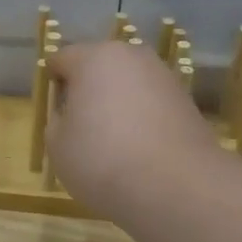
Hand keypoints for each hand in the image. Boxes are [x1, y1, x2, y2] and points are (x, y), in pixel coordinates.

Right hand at [46, 41, 220, 217]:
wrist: (175, 185)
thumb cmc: (102, 159)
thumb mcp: (57, 145)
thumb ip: (58, 121)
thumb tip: (72, 116)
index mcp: (94, 58)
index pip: (62, 59)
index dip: (54, 83)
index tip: (54, 111)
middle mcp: (132, 57)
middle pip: (100, 67)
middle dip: (89, 90)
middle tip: (81, 126)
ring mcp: (164, 77)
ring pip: (129, 84)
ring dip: (118, 104)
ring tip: (113, 142)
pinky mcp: (187, 101)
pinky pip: (152, 104)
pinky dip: (142, 119)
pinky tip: (139, 150)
----------
## TASK INSTRUCTIONS
All lines from the one that contains "index dip: (54, 83)" to the last line above must be given again exactly, with both included and nothing added.

## ANSWER SECTION
index dip: (54, 83)
index tip: (54, 111)
middle mcp: (132, 57)
middle pip: (100, 67)
middle dip: (89, 90)
middle tip: (81, 126)
ring mcp: (164, 77)
ring pip: (129, 84)
ring dip: (118, 104)
ring tip: (113, 142)
pinky mcp: (187, 101)
pinky pip: (152, 104)
pinky dip: (142, 119)
pinky tip: (139, 150)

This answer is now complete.